_What the task asks_
Every line with "DRIVE" in it must be copied from the data.

_Data excerpts_
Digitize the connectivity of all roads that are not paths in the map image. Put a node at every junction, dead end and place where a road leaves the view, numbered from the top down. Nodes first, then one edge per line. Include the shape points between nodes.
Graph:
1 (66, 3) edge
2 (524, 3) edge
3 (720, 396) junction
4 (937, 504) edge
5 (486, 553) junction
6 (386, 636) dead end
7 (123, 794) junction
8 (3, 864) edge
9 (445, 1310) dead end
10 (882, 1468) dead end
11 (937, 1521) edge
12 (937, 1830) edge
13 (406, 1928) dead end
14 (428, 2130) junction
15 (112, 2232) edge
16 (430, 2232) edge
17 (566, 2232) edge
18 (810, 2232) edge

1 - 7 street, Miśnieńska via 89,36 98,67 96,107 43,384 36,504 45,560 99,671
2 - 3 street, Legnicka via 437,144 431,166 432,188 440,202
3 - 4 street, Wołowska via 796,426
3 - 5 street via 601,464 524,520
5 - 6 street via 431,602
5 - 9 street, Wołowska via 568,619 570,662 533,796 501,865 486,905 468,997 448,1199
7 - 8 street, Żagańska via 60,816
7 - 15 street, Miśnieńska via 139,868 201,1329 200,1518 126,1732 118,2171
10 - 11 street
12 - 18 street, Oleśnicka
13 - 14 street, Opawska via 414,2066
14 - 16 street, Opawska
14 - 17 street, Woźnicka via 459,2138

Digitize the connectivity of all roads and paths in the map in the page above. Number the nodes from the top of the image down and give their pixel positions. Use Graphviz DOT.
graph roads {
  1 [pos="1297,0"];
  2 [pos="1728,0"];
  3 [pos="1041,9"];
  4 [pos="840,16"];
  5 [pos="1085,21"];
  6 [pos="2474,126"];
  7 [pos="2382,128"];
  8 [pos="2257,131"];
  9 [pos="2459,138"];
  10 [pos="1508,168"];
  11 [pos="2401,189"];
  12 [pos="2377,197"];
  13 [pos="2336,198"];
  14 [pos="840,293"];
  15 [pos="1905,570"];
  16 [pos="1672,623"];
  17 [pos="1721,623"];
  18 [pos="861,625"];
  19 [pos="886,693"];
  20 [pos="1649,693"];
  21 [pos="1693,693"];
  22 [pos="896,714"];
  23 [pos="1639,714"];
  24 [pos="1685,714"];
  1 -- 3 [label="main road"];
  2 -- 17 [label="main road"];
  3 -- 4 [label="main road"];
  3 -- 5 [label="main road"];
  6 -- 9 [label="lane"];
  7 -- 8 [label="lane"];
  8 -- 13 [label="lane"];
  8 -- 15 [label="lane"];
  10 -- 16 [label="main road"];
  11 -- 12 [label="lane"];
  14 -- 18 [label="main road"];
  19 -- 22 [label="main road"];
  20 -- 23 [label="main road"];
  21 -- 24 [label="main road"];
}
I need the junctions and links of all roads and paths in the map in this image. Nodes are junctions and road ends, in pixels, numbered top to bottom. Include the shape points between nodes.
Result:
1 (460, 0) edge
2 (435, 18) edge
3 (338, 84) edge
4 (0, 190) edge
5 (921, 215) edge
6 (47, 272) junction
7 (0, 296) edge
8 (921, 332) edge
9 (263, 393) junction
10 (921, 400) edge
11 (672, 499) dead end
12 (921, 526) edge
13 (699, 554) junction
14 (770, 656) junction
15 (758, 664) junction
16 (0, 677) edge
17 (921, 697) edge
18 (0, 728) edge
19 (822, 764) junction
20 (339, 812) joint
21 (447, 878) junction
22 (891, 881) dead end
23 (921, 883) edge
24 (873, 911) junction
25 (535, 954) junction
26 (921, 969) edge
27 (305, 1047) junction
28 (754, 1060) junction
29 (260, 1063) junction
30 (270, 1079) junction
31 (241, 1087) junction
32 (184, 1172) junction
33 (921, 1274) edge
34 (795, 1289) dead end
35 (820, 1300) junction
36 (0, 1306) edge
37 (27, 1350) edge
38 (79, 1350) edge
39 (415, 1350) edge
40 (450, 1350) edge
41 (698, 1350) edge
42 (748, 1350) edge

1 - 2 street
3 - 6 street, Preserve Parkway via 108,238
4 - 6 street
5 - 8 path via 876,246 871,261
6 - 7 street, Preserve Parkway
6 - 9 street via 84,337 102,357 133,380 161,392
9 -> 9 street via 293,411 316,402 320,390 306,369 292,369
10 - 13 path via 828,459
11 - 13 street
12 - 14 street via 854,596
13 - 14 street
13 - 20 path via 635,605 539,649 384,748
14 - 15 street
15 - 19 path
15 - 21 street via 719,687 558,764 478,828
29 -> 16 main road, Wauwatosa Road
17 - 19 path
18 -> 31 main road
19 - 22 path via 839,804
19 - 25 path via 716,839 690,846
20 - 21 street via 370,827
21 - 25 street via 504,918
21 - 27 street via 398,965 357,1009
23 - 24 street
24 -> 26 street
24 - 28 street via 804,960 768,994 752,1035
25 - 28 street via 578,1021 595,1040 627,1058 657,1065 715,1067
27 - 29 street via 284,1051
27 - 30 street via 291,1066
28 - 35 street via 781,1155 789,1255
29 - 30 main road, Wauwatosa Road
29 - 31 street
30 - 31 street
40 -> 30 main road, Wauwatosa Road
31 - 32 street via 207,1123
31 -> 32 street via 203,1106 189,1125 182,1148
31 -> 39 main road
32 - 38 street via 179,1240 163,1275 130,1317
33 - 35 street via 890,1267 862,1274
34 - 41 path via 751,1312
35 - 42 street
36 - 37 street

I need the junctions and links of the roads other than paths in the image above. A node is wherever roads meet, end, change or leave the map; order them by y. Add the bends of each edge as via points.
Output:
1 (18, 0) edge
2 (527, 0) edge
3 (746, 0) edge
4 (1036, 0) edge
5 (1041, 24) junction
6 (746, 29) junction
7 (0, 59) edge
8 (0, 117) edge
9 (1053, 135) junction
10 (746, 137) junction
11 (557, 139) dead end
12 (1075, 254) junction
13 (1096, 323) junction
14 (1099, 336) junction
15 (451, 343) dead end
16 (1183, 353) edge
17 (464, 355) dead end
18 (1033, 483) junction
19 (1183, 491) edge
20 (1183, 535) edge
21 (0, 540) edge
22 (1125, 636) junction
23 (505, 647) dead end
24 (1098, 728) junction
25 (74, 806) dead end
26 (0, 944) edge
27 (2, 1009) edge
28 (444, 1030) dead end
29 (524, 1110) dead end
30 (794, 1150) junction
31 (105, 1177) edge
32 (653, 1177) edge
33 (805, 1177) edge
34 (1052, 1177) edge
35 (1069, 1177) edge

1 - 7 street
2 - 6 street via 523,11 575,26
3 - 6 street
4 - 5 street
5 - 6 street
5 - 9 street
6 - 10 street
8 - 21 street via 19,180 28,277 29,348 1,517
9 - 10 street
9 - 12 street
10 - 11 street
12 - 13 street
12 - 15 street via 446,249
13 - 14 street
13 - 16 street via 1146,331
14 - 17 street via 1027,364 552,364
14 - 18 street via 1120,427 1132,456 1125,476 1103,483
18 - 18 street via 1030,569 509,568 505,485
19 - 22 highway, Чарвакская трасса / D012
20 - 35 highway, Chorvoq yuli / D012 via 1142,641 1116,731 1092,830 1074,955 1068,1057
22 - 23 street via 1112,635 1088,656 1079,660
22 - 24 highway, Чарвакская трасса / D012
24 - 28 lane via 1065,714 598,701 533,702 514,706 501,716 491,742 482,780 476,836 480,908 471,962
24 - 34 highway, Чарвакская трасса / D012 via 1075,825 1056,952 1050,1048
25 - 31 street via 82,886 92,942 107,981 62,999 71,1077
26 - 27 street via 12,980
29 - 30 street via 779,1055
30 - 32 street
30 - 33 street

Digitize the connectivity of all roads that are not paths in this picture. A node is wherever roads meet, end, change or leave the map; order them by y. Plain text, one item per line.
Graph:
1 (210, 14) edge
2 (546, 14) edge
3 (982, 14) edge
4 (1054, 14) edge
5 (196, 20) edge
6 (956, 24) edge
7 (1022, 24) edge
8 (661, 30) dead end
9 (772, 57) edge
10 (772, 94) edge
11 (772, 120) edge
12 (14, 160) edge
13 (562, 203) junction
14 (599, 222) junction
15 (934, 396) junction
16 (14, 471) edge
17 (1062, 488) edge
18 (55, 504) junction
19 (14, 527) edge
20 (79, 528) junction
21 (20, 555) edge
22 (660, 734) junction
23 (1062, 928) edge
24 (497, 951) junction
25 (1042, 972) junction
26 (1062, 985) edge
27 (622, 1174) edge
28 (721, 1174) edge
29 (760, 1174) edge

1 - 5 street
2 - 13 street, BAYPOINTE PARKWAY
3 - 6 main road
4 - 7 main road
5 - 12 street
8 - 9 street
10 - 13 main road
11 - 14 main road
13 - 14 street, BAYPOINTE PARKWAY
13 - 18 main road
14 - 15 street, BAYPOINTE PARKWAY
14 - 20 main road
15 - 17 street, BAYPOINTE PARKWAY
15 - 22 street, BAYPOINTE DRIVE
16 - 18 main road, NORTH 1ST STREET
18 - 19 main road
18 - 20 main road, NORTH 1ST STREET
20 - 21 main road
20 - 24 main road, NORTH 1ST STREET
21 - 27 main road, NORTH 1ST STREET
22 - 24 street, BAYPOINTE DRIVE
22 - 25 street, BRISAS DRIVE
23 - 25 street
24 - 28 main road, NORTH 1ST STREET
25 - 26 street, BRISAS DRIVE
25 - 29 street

_Task solution_
15 - 22 street, BAYPOINTE DRIVE
22 - 24 street, BAYPOINTE DRIVE
22 - 25 street, BRISAS DRIVE
25 - 26 street, BRISAS DRIVE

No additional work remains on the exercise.